Iran exposes Europe’s strategic dependency on the US
The transatlantic relationship just about held together during Donald Trump’s first year back in the White House, despite the returning president’s obvious dislike of NATO and the European Union.
It survived disagreements over Ukraine, trade and Greenland. Now it seems to be unravelling over Iran, an American war of choice that the overwhelming majority of Europeans consider reckless and illegal — and on which they were not consulted.
How seriously those threats should be taken is an open question. Trump’s ability to withdraw from NATO is constrained by 2023 legislation requiring two-thirds approval from Congress. The US could withdraw forces from its European bases, but would it really want to surrender facilities developed over decades that are essential to its ability to project forward power? European leaders have long feared that Trump might walk away from Ukraine, but it is hard to see how handing Russia a huge strategic victory would serve US interests.

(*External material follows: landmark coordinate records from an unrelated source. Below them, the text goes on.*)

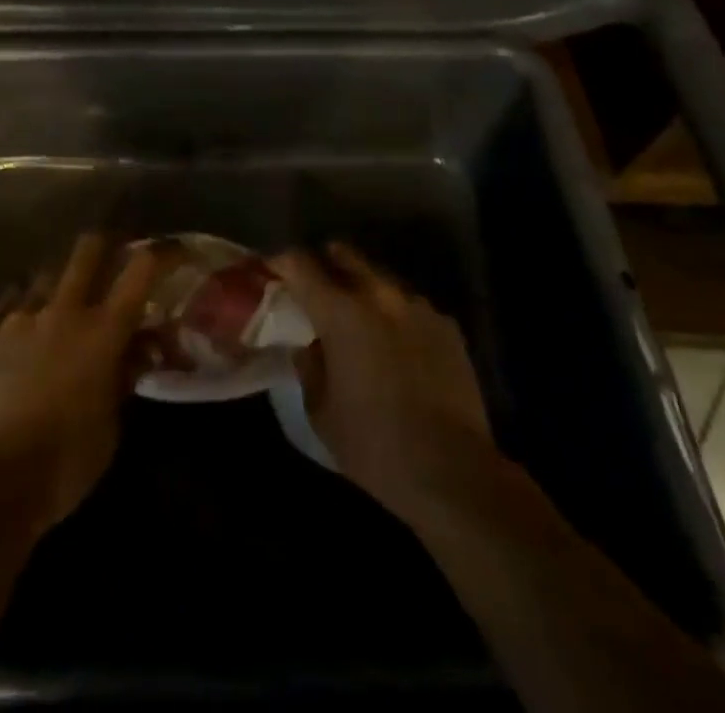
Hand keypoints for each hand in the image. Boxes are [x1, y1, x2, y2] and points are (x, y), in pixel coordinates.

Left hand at [0, 234, 159, 535]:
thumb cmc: (63, 464)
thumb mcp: (110, 427)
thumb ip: (126, 376)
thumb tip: (143, 347)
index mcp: (103, 331)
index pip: (142, 269)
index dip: (163, 252)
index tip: (176, 250)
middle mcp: (64, 309)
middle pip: (89, 248)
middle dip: (106, 247)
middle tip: (113, 263)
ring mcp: (20, 316)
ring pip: (47, 271)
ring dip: (63, 281)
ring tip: (63, 302)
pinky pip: (10, 300)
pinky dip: (24, 305)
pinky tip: (24, 325)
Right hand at [272, 243, 495, 521]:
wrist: (452, 471)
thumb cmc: (373, 444)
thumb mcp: (320, 409)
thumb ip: (309, 364)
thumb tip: (308, 343)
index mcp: (340, 310)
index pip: (299, 263)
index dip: (281, 262)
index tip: (272, 271)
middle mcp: (379, 294)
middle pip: (343, 253)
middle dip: (324, 263)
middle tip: (314, 289)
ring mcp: (418, 305)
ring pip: (379, 277)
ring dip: (362, 288)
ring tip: (358, 319)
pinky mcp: (447, 325)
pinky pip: (410, 305)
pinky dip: (395, 314)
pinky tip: (396, 346)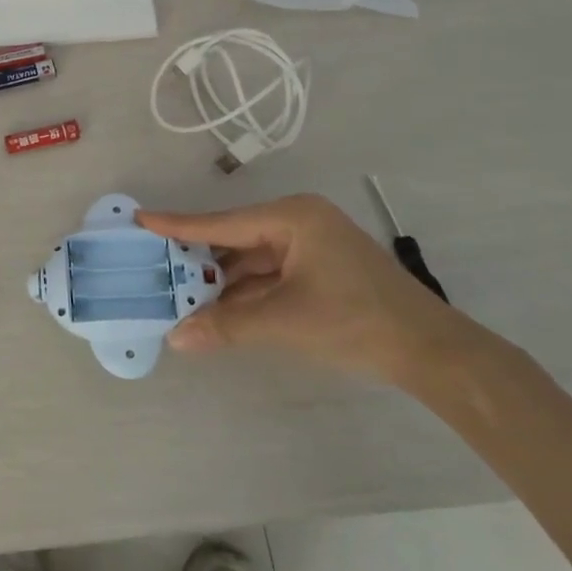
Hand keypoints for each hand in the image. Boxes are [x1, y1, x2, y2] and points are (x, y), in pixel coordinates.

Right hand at [138, 194, 482, 384]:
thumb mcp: (284, 321)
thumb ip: (225, 326)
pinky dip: (242, 294)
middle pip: (233, 241)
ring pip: (248, 262)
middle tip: (153, 268)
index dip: (177, 226)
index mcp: (292, 218)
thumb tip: (176, 338)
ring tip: (177, 296)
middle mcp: (297, 223)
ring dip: (219, 284)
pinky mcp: (316, 271)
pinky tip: (214, 310)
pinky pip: (266, 277)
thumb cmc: (356, 321)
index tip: (140, 219)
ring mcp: (309, 248)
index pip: (221, 223)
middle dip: (197, 262)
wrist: (431, 352)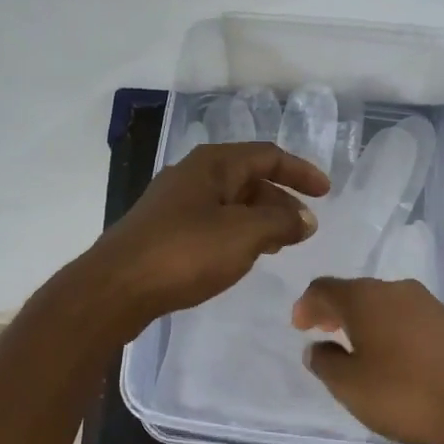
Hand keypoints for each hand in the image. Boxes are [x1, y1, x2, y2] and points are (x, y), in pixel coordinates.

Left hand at [88, 141, 330, 326]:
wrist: (117, 287)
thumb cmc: (185, 253)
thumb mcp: (243, 234)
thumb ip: (280, 222)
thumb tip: (305, 219)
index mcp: (213, 164)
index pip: (267, 156)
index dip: (300, 172)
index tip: (326, 193)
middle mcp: (192, 175)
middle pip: (247, 178)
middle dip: (280, 199)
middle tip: (302, 228)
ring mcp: (174, 204)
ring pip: (229, 203)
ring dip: (259, 218)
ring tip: (278, 244)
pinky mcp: (163, 231)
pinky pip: (211, 222)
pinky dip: (235, 233)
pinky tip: (240, 256)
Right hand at [291, 277, 443, 443]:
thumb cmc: (403, 395)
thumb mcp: (348, 386)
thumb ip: (324, 362)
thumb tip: (318, 348)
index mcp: (366, 298)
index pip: (325, 288)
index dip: (306, 305)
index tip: (300, 327)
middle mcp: (397, 290)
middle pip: (355, 292)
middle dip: (335, 310)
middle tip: (322, 332)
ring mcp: (429, 304)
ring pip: (384, 303)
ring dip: (364, 320)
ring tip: (356, 347)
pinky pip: (407, 317)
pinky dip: (390, 329)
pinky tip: (392, 356)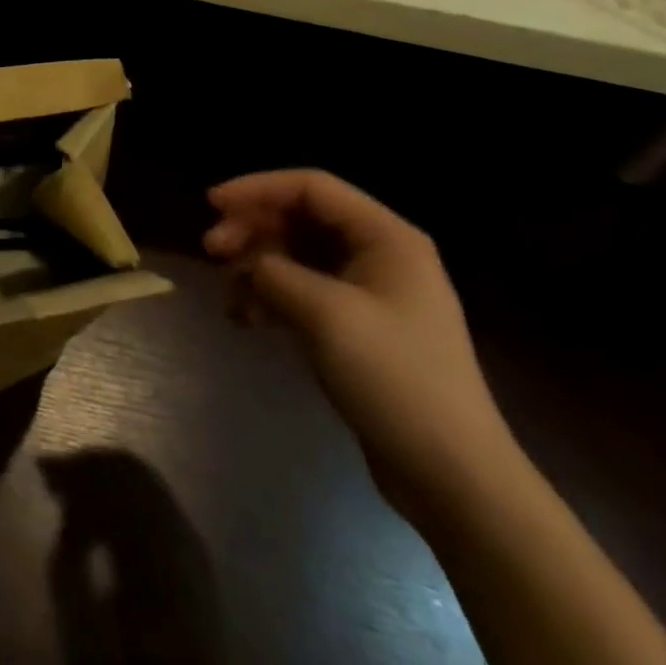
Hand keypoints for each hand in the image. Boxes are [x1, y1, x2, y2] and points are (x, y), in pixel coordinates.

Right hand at [203, 170, 515, 519]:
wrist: (453, 478)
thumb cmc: (395, 379)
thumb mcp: (326, 315)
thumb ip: (274, 273)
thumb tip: (248, 265)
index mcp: (385, 237)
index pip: (310, 187)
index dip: (257, 188)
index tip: (212, 204)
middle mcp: (379, 254)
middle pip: (299, 218)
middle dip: (252, 230)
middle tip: (211, 251)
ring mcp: (369, 292)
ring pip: (296, 255)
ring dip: (256, 266)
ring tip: (228, 294)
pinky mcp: (358, 327)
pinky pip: (303, 291)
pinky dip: (271, 298)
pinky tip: (245, 320)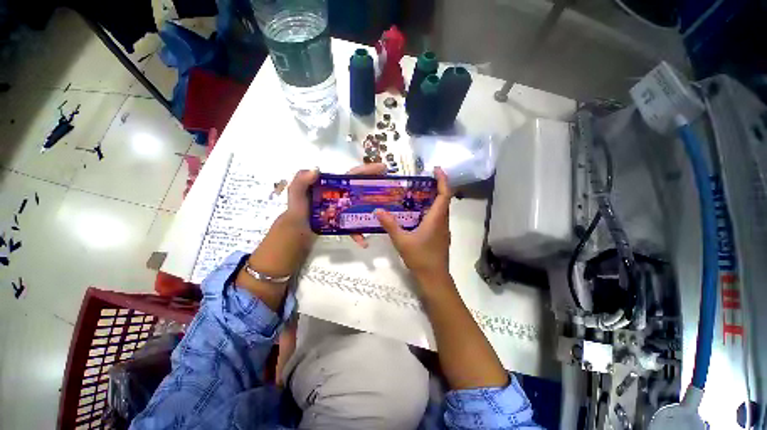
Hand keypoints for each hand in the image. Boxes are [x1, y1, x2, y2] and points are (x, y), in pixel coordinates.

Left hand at [255, 163, 387, 274]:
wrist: (293, 235)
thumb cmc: (296, 214)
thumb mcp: (295, 197)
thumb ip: (300, 183)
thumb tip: (316, 170)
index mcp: (332, 186)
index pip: (351, 176)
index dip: (367, 170)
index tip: (382, 168)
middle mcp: (340, 196)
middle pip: (361, 189)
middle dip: (376, 187)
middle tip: (390, 188)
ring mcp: (342, 209)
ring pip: (361, 208)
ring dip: (372, 212)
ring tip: (384, 216)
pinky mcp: (342, 221)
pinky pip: (353, 226)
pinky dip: (358, 233)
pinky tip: (363, 241)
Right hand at [375, 167, 451, 286]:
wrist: (434, 278)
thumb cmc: (420, 258)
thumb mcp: (402, 241)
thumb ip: (390, 225)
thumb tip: (378, 210)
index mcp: (436, 219)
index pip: (444, 194)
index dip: (443, 180)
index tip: (436, 169)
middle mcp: (443, 221)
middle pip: (444, 199)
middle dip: (437, 186)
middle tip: (422, 179)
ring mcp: (443, 229)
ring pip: (442, 209)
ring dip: (434, 198)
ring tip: (418, 193)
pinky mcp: (440, 236)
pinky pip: (438, 217)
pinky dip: (431, 209)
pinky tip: (418, 213)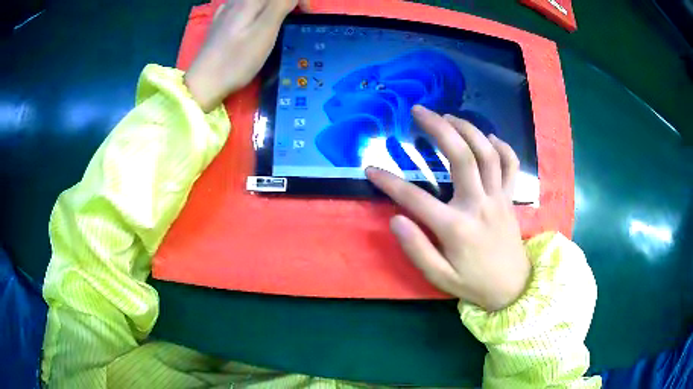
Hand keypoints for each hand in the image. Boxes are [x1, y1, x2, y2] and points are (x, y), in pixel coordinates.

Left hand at [184, 0, 309, 111]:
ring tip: (280, 20)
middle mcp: (237, 1)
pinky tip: (255, 20)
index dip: (299, 0)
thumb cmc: (237, 59)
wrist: (203, 83)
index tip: (307, 15)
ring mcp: (226, 11)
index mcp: (250, 1)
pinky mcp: (220, 23)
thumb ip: (281, 4)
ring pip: (255, 1)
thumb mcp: (265, 30)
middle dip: (286, 3)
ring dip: (272, 6)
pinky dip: (256, 10)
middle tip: (295, 17)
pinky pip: (243, 6)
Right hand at [367, 105, 529, 311]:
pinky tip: (488, 137)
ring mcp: (498, 198)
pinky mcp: (510, 198)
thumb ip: (417, 249)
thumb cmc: (473, 283)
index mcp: (456, 227)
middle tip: (419, 111)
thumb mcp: (439, 277)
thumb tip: (395, 220)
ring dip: (468, 129)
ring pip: (487, 153)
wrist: (512, 288)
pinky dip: (502, 146)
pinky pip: (511, 165)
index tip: (371, 169)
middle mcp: (479, 205)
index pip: (416, 199)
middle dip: (439, 128)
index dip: (389, 182)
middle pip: (462, 157)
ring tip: (448, 116)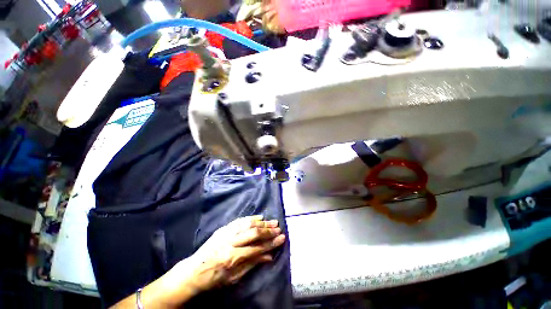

Nonetheless, Trump’s threats and erratic behaviour will only harden the resolve of many European leaders – and much of the public – that Europe needs to reduce its dependence on the US and boost its own strategic autonomy. As the German think-tank SWP puts it in a new report: “Trump’s dealings with Europe are no longer merely transactional, but increasingly resemble blackmail, employing a variety of instruments to demonstrate that ‘might makes right’.”
Yet as the SWP report also makes clear, disentangling Europe from US dependency will not be easy, not least because those dependencies span everything from defence to technology, energy, trade and finance. What’s more, the Trump administration showed during last year’s tariff dispute – where it linked support for Ukraine with securing a one-sided trade deal – that it is prepared to weaponise any of these dependencies to get its way in unrelated areas.
Take defence. Europeans are already taking on many of the key responsibilities within NATO, but they lack the strategic enablers that would allow them to project power independently: satellite communications, transport systems, and aerial refuelling. Building European alternatives would take ten to fifteen years, reckons SWP – assuming Europe can find a way to finance them. Nor would the process be truly independent: Europe would have little option but to purchase much of that capability from the US, lacking its own systems, and thereby handing Washington further leverage. According to the IISS, even since 2022, 34% of European military spending has gone to US-based contractors.
An even bigger challenge would arise if the US were to relinquish the role of Supreme Allied Commander Europe (SACEUR), which by convention has always been held by an American. An independent European nuclear deterrent – the logical consequence – would be a vast political, financial and technological undertaking, and one that both Washington and Beijing would be sure to try to frustrate.
It is equally hard to see how Europe could achieve meaningful security independence without also achieving technological independence. Europe remains dependent on America for much of the technology that underpins its economy, effectively handing the US a kill switch. Technological autonomy would require Europe to build its own technology stack, from microprocessors to software systems. Again, this would be the work of decades. The cost would be astronomical: according to a 2025 Chamber of Progress report, achieving technological autonomy would cost €5 trillion — more than twenty-five times the EU’s annual budget, or roughly one quarter of EU GDP.
Throughout this transition, Europe will remain acutely vulnerable to US coercion. The Trump administration has already shown its willingness to deploy asymmetric power not only against countries and institutions, but against individuals: the chief prosecutor and other senior staff at the International Criminal Court have found themselves stripped of bank accounts, email services and US entry rights. Threats of similar action were recently used to swing a key vote at the International Maritime Organization in America’s favour.
Europeans should not mistake Trump’s threats to walk away from NATO as evidence of a retreat to isolationism. On the contrary, Europe retains vital importance for America in its systemic rivalry with China. Washington wants Europeans to remove regulatory obstacles facing US technology firms and to buy more American fossil fuels, rather than pivot to Chinese renewables. Speaking in Brussels this week, US Under-Secretary of State Jacob Helberg declared that America’s national interest lies in saving Europe from a “civilisational emergency”.
The US clearly intends to remain fully engaged in European affairs even as it retreats from traditional methods of engagement. What this means in practice can be seen clearly in Hungary, where the Trump administration is lobbying hard on behalf of Prime Minister Viktor Orbán ahead of the April 13 election. The paradox is that the more the US directly interferes in national politics, the greater the support it tends to generate for politicians willing to stand up to it.
The upshot? Europe’s leaders may have won plaudits at home for standing up to the US over Iran. But the result is likely to be a more distant and adversarial relationship with America for which European governments are dangerously ill-prepared.